It's definitely not a bad thing to have a group to represent gun owners, not at all. But you don't think that gun manufacturers are high up in the NRA? It's an industry, there's no way the people making the money in the industry aren't deeply involved. It's not run by Fred down the street who is a gun hobbyist. Or at least, that doesn't seem very plausible to me given how money controls everything basically. I don't actually know.
I don't know for sure either. But I do know over half the NRAs money comes from membership fees from ordinary people.
As for the remainder, some of it is from merchandise. I'm not sure what if any of the gun companies money makes up of it.
I don't know, but I would suspect that private sales probably don't make up that much of most fun companies bottom line. Not when compared to law enforcement, military, security, and the fact that a not small number of the guns bought in the private market are traded from person to person rather than bought new from the company.
But regardless, the question is still how much of the NRAs money comes from say, big companies with vested interests, as opposed to ordinary Americans with pro gun beliefs. When I've looked into this question I recall determining that well over half the money the NRA and its lobbying branch the NRA-ILA gets to fund these activities comes from ordinary Americans.
Until someone has evidence to prove this suspect, I can't say I think very highly of this often repeated claim that the NRA is this evil powerful lobby going against the wishes of ordinary Americans. Not if the evil powerful lobby and the ordinary Americans are, in closer inspection, the same people.
And as I said earlier, I've heard many complaints by... let's call them very driven firearm enthusiasts. That the NRA was too moderate. They felt let down that the NRA didn't take a stronger stance against various gun control laws over the years and that the NRA was to open to compromise.
So I find it quite interesting how one group considers them evil extremists representing the gun lobby. While internally there are many in the gun community who feel the NRAs problem is that they are too moderate and too willing to compromise.
I think the NRA does its best to get what it can for the people who it represents. And like any good political negotiation that takes compromise. And as a result, all the spectators hate you.
The anti gun people consider them extreme and progun crazies.
The real pro gun crazies consider them weak too willing to compromise.
The more passive hunter types, the people who are NRA members more because of an activity that involves guns rather than guns themselves, like hunters and farmers. Also often think the NRA is too extreme.
But the NRA represents a diverse group. Certainly more diverse than most people think. Including self defense types, hunters, farmers, competition shooters, and of course the extreme gun enthusiasts. The type that buy a new AR15 every mass shooting out of fear of an impending assault weapon ban as a result.
They all mostly know they are better off together where they can pool their resources. But they have different beliefs and you can't please everyone. And that's just the NRA members. Then you have the anti gun side. Ordinary moderate Americans who just want a mild increase in gun control. The NRAs insane counterpart in the Brady campaign.
The NRA is just an organization to represent gun rights. I don't know if some of their funding comes from gun manufacturers. But most of it doesn't. But people outside the community just mentally imagine all pro gun types as one homogenous group. and imagine the NRA as the gun version of big tobacco or big pharma. But that's bullshit.
The NRA doesn't make guns, most of their money comes from membership fees. And, this last part I don't know for sure, but I'd imagine private sales make up a pretty small amount of the gun manufacturers revenue compared to worldwide military, police, security sales, etc. vs private sales in a few places where it's popular and legal where much of the trade is in the guns already on the market as opposed to new ones.
But this is all complicated and gray. And my continuing experience in this thread is that every time I introduce complicated gray reasoning into anything, someone comes along, calls me crazy and explains in a sentence or two that it's all actually really really simple.

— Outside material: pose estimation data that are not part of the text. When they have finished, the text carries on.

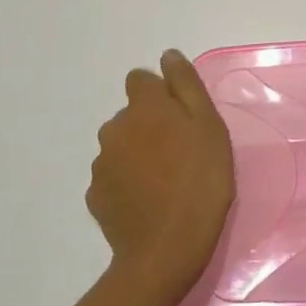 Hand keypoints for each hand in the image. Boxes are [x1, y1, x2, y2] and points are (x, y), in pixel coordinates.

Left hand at [87, 49, 235, 304]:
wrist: (167, 249)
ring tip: (166, 180)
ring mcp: (101, 163)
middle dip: (151, 124)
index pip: (140, 79)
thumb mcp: (209, 126)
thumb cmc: (201, 181)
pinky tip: (149, 201)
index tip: (182, 117)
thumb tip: (168, 56)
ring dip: (138, 153)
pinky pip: (113, 176)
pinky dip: (128, 182)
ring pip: (121, 145)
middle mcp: (115, 127)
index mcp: (144, 107)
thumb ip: (186, 85)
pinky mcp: (96, 195)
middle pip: (131, 114)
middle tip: (181, 152)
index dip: (161, 94) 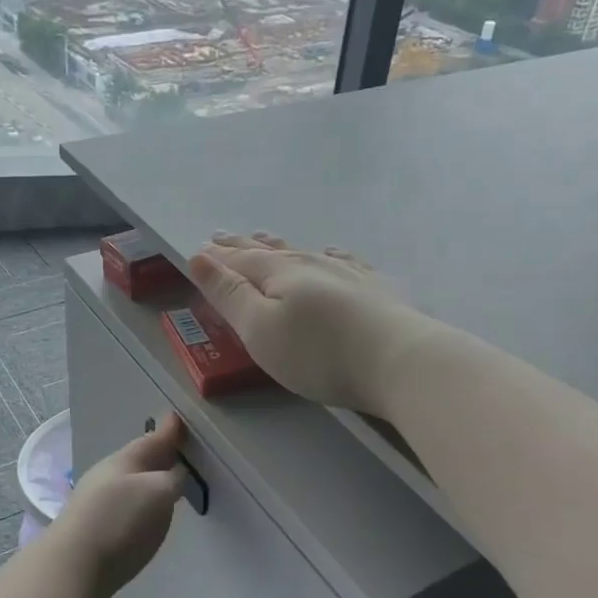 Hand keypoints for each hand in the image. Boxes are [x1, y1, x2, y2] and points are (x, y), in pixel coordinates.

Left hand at [51, 413, 188, 597]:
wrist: (72, 568)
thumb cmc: (119, 521)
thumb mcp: (157, 492)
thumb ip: (172, 479)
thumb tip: (175, 472)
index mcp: (124, 461)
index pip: (151, 440)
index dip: (168, 431)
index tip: (179, 419)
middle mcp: (107, 477)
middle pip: (139, 461)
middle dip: (157, 454)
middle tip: (177, 447)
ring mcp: (96, 504)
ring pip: (130, 483)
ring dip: (148, 479)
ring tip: (167, 480)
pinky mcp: (94, 530)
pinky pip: (124, 505)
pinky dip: (139, 502)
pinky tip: (145, 512)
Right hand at [187, 232, 435, 418]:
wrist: (399, 360)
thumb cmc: (318, 353)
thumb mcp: (259, 329)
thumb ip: (229, 294)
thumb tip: (199, 257)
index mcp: (279, 274)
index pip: (239, 261)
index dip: (217, 258)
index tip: (200, 249)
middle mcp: (311, 264)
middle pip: (269, 252)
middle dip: (243, 246)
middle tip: (223, 237)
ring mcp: (347, 274)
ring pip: (304, 252)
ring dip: (279, 246)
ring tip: (264, 238)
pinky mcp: (376, 289)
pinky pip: (345, 261)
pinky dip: (330, 255)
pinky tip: (332, 252) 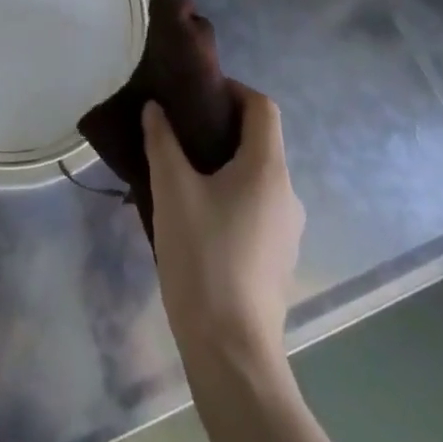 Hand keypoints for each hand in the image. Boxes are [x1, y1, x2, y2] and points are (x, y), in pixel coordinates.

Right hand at [144, 84, 304, 363]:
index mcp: (268, 168)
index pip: (262, 107)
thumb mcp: (172, 190)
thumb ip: (162, 141)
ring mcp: (287, 230)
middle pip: (260, 141)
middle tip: (179, 130)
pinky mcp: (278, 258)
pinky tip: (197, 215)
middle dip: (221, 127)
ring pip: (257, 177)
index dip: (232, 90)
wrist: (232, 351)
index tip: (196, 93)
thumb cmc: (203, 256)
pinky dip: (231, 195)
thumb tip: (155, 108)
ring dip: (224, 164)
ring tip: (181, 171)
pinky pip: (256, 207)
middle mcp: (287, 192) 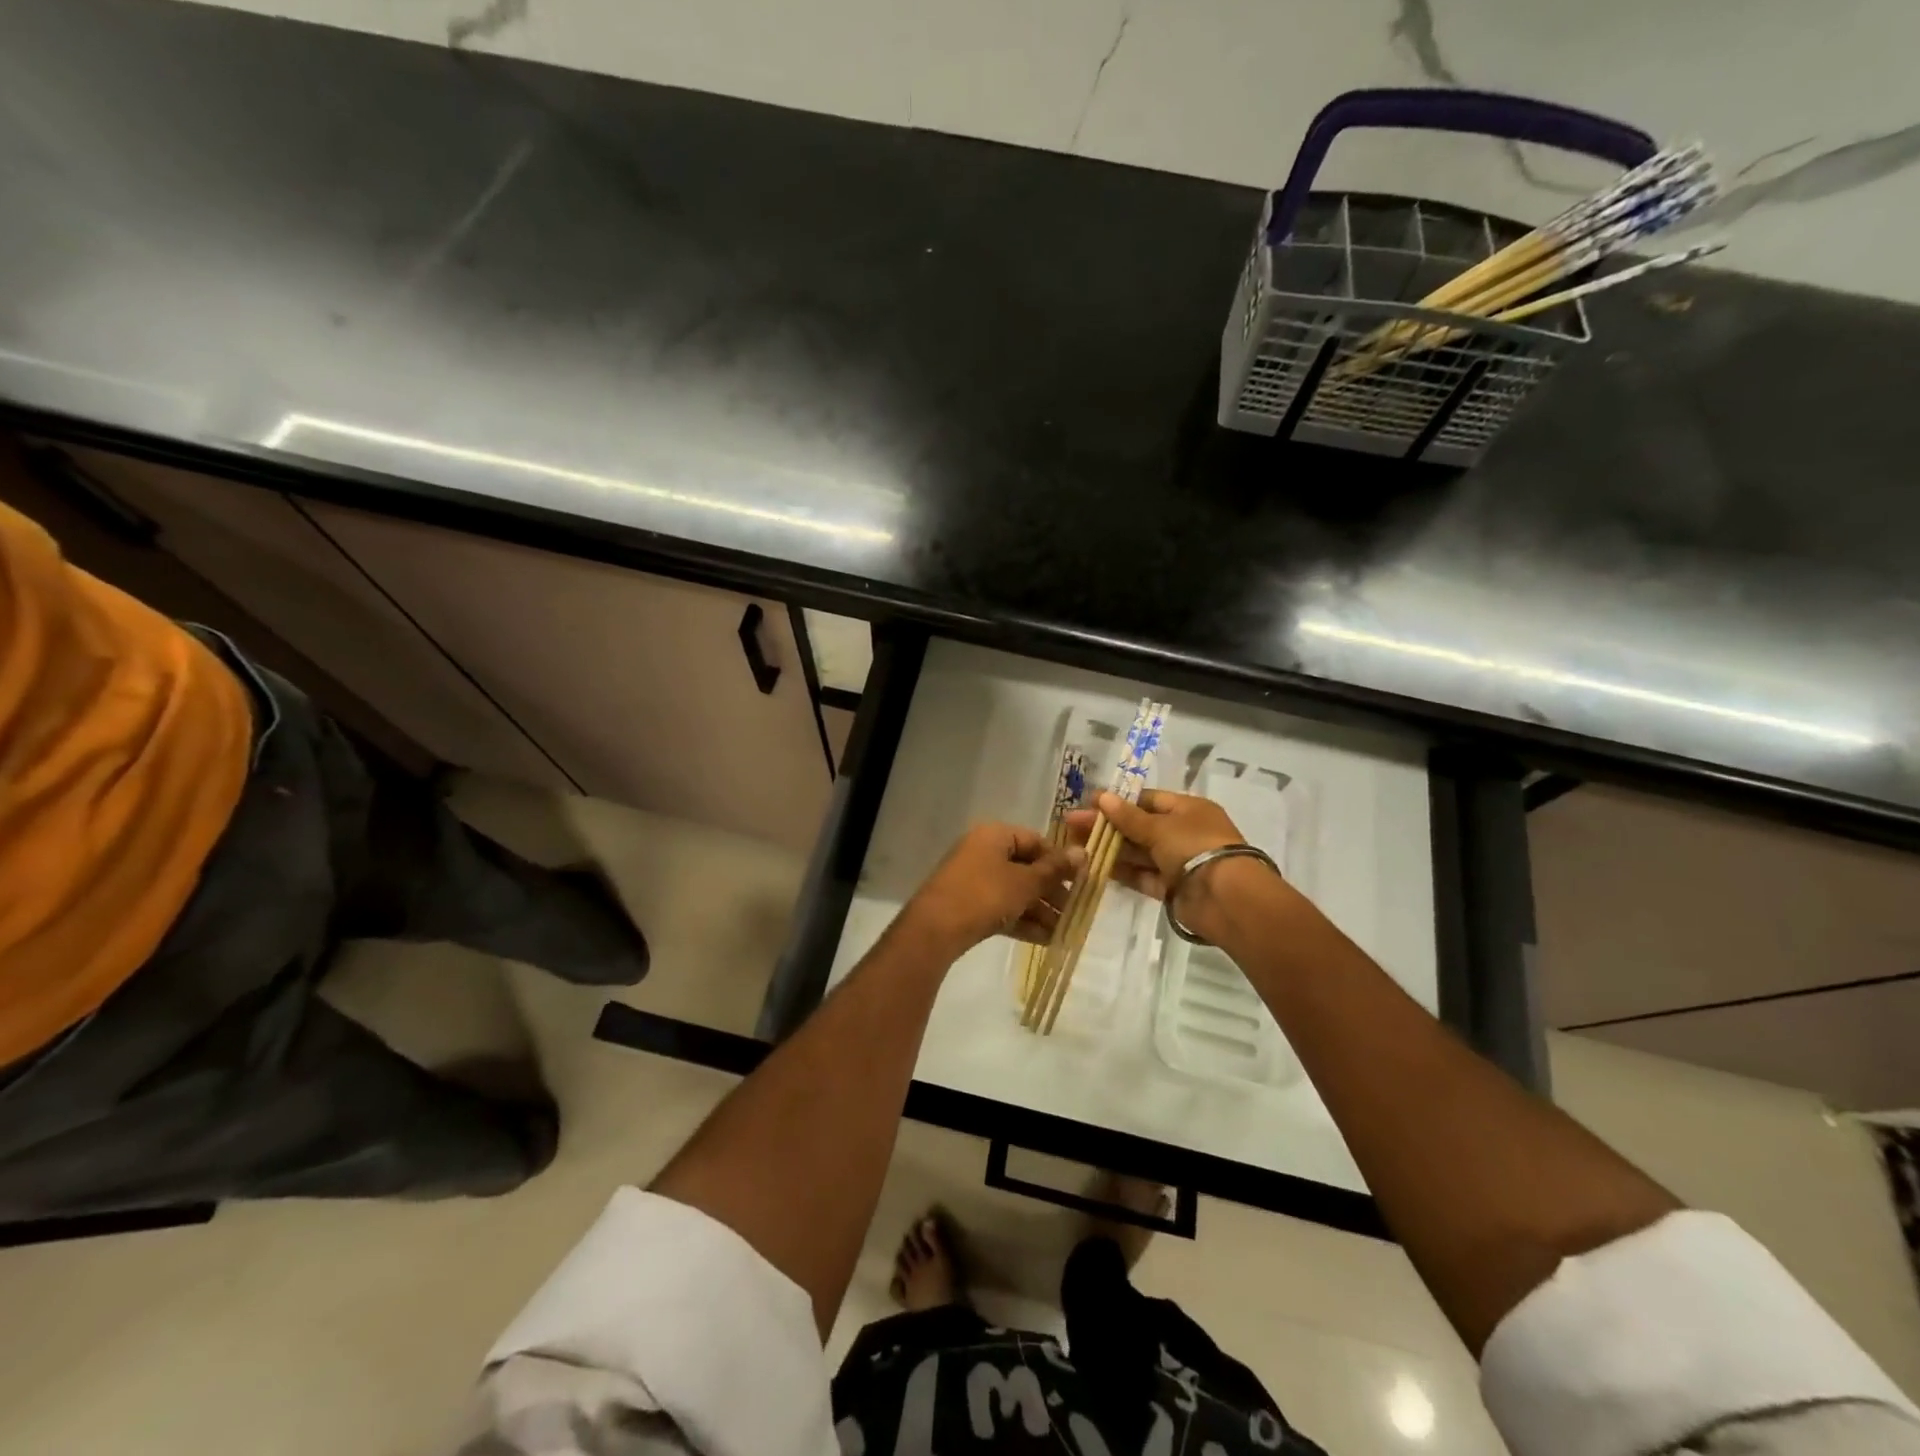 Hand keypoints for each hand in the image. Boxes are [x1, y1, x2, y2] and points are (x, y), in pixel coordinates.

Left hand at [899, 823, 1080, 958]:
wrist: (935, 930)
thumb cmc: (984, 895)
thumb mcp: (1025, 882)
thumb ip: (1054, 869)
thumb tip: (1084, 852)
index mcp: (994, 835)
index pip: (1036, 841)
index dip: (1059, 860)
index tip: (1080, 881)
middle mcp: (983, 852)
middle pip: (1026, 867)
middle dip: (1051, 891)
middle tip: (1074, 911)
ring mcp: (973, 879)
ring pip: (1015, 891)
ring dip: (1040, 910)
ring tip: (1064, 931)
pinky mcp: (968, 905)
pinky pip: (1002, 908)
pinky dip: (1022, 921)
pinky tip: (1046, 941)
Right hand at [1065, 790, 1276, 943]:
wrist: (1226, 897)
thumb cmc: (1195, 847)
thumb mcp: (1159, 826)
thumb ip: (1128, 816)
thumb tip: (1102, 798)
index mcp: (1188, 809)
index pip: (1148, 800)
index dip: (1118, 801)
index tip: (1089, 803)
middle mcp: (1183, 833)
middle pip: (1139, 826)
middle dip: (1106, 825)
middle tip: (1071, 825)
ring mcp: (1177, 862)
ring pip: (1138, 852)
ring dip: (1109, 848)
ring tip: (1074, 846)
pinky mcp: (1171, 888)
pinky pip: (1142, 876)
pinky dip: (1121, 872)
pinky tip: (1093, 867)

There is no complexity, there's a small number of gun crazies who wanna arm teachers and students and are ultra right and ultra religious and live in the south. And then there's everyone else. The good guys. Held hostage by those crazies and their powerful lobbiests in the NRA. And that's all there is too it. Black and white. People are so good at reducing complex social phenomenon into simple black and white situations with easy answers. The easy answer here being either to ban all guns, or ban all assault weapons, defined cosmetically. Generally depending on if you're American or not. Nobody worries about taking away a hobby a group of peaceful law abiding citizens used to enjoy, or making life harder for hunters or sports shooters or some types of farmers etc. because they don't exist. They've all been amalgamated into this vague idea of "the gun lobby". So they aren't humans anymore. They're just a stereotype of a gun nut made to be as unsympathetic and crazy as possible.